Thiago respondeu: “Folga compensação. Tem algum flagrante? Você trabalhou na eleição. Folga compensação.”
Um áudio enviado na sequência pelo militar indica que os PMs tratavam do ponto de Samuel. “Então, uma dessas folgas foi compensação, a do dia 2, a do dia 4 foi mensal, aí só administra uma para o dia 6, porque dia 8 é… coloca fala que eu ia trampar normal, ia para o batalhão, mas por conta da ocorrência aqui não deu tempo.”
Thiago faz uma sugestão para resolver o problema da escala do colega. “Dia 6 eu administro uma DS, domingo você assina ela. E a gente altera a escala do dia 6. Tem que avisar a adm depois… a gente fala que você fez a DS, eu assinei e você esqueceu de entregar na ADM.”

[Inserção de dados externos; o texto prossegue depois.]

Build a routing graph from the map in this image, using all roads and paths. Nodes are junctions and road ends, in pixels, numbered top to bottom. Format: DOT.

Samuel afastou a ideia do colega. “Não vai dar tempo. Foi sério o negócio.”
Eles falam sobre como registrar as faltas de Samuel. Thiago indica: “Hoje não tem como, não tem ninguém na adm mais. Só se a gente fizer documento de falta.”
Samuel diz a Thiago para registrar sua falta naquele dia 8 e recebe outra sugestão: “E você passa no PS e pega algum atestado.” Samuel considerou remota a possibilidade de ir a um pronto socorro. “Isso é o de menos, eu acho. Eu vou ter que ir para o DHPP (Departamento de Homicídios e Proteção à Pessoa Humana) eu acho”, indicou.

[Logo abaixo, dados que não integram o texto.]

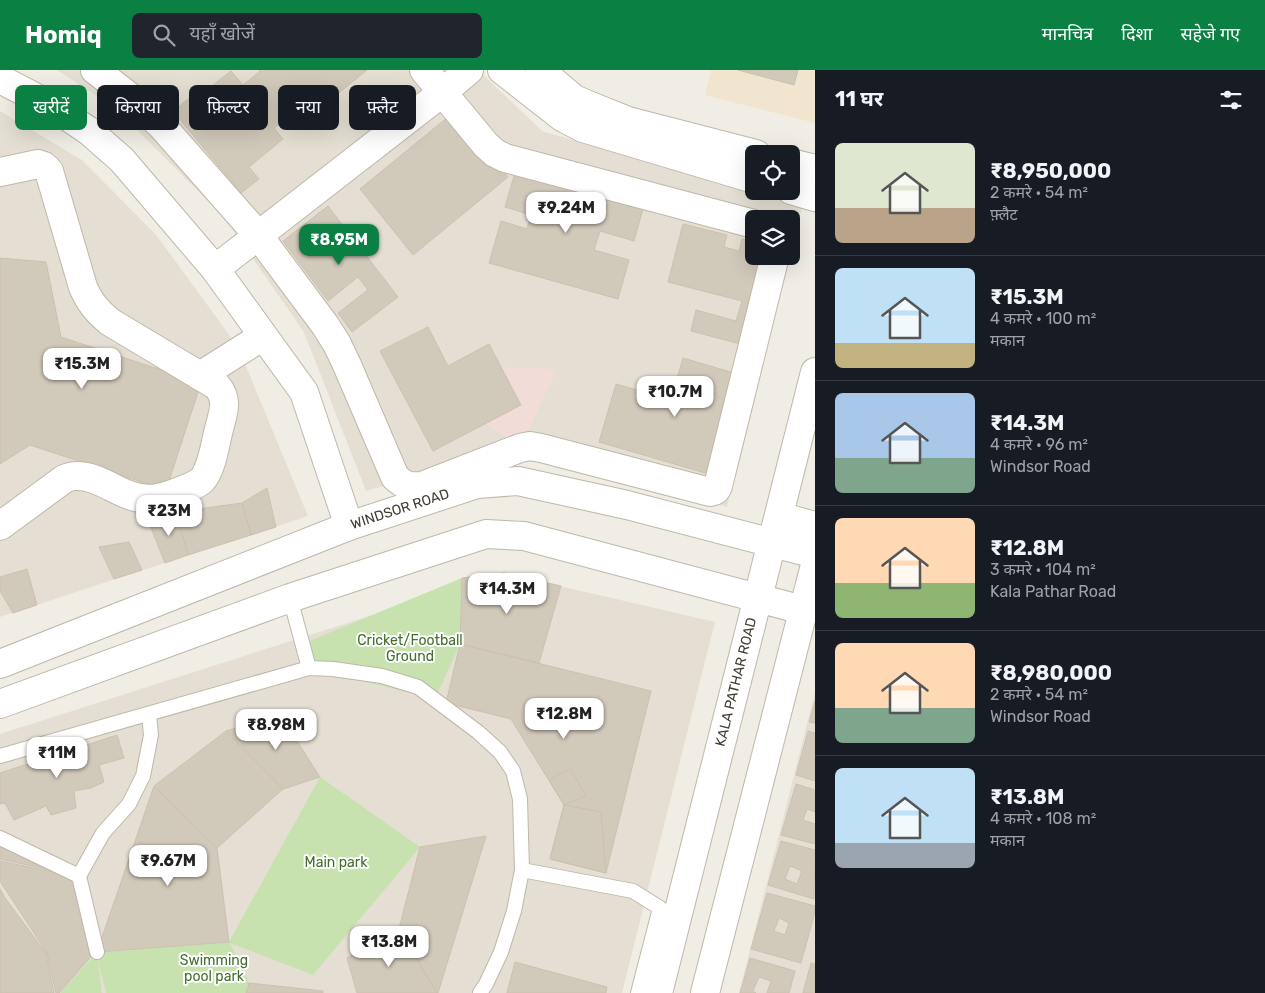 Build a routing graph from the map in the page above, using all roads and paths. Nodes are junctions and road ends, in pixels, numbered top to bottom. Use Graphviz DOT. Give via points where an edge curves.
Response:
graph roads {
  1 [pos="96,70"];
  2 [pos="424,70"];
  3 [pos="469,70"];
  4 [pos="502,70"];
  5 [pos="540,70"];
  6 [pos="0,79"];
  7 [pos="443,92"];
  8 [pos="745,151"];
  9 [pos="800,165"];
  10 [pos="815,169"];
  11 [pos="0,172"];
  12 [pos="745,176"];
  13 [pos="800,193"];
  14 [pos="815,197"];
  15 [pos="745,222"];
  16 [pos="258,235"];
  17 [pos="773,265"];
  18 [pos="215,268"];
  19 [pos="263,336"];
  20 [pos="815,372"];
  21 [pos="200,376"];
  22 [pos="779,516"];
  23 [pos="0,526"];
  24 [pos="349,526"];
  25 [pos="815,526"];
  26 [pos="772,543"];
  27 [pos="815,554"];
  28 [pos="815,565"];
  29 [pos="290,598"];
  30 [pos="758,598"];
  31 [pos="803,610"];
  32 [pos="0,664"];
  33 [pos="309,668"];
  34 [pos="0,704"];
  35 [pos="149,714"];
  36 [pos="0,756"];
  37 [pos="0,838"];
  38 [pos="522,870"];
  39 [pos="79,876"];
  40 [pos="669,911"];
  41 [pos="97,952"];
  42 [pos="480,993"];
  43 [pos="638,993"];
  44 [pos="658,993"];
  45 [pos="705,993"];
  1 -- 16 [label="street" via="161,125"];
  2 -- 7 [label="street"];
  3 -- 7 [label="street"];
  4 -- 12 [label="street" via="562,117 583,128"];
  5 -- 8 [label="street" via="574,99 628,121"];
  6 -- 18 [label="street" via="52,106 116,154"];
  7 -- 15 [label="street" via="486,145 505,158"];
  7 -- 16 [label="street"];
  9 -- 10 [label="street"];
  11 -- 21 [label="street" via="38,164 49,171 83,287 97,311"];
  13 -- 14 [label="street"];
  16 -- 17 [label="street" via="337,344 395,476 412,487 530,446 714,492"];
  16 -- 18 [label="street"];
  18 -- 19 [label="street"];
  19 -- 21 [label="street"];
  19 -- 24 [label="street" via="304,392"];
  20 -- 22 [label="street, KALA PATHAR ROAD"];
  21 -- 23 [label="street" via="216,386 224,400 224,412 209,467 202,480 171,495 145,499 75,476 64,479"];
  22 -- 25 [label="street"];
  22 -- 26 [label="street, KALA PATHAR ROAD"];
  24 -- 26 [label="street, WINDSOR ROAD" via="477,484 518,481 627,505"];
  24 -- 32 [label="street, WINDSOR ROAD"];
  26 -- 27 [label="street, WINDSOR ROAD"];
  26 -- 30 [label="street, KALA PATHAR ROAD"];
  28 -- 31 [label="street"];
  29 -- 30 [label="street" via="486,534 524,536"];
  29 -- 33 [label="lane"];
  29 -- 34 [label="street"];
  30 -- 31 [label="street"];
  30 -- 40 [label="street, KALA PATHAR ROAD"];
  31 -- 45 [label="street"];
  33 -- 35 [label="lane"];
  33 -- 38 [label="lane" via="382,676 418,688 500,752 513,771 520,799"];
  35 -- 36 [label="lane"];
  35 -- 39 [label="lane" via="151,735 143,776 129,804 103,833"];
  37 -- 39 [label="lane"];
  38 -- 40 [label="lane" via="633,891"];
  38 -- 42 [label="lane" via="501,952"];
  39 -- 41 [label="lane"];
  40 -- 43 [label="lane"];
  40 -- 44 [label="street, KALA PATHAR ROAD"];
}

Thiago informou ao colega que ia registrar duas faltas, uma no dia 6 e outra no dia 8. “É o jeito né. Pra não te prejudicar.”
Bronca
O relatório desbanca a versão do tenente Giovanni de Oliveira Garcia que, em depoimento à Corregedoria, negou organizar a escolta de Gritzbach, feita pelos PMs que ele mesmo indicava. A PM achou no celular do tenente um grupo de Whatsapp chamado ‘VIP V’. Nele, em uma mensagem de setembro, Giovani deu uma bronca nos PMs da escolta de Gritzbach por causa de ‘vaciladas’ dos agentes com os carros do delator do PCC.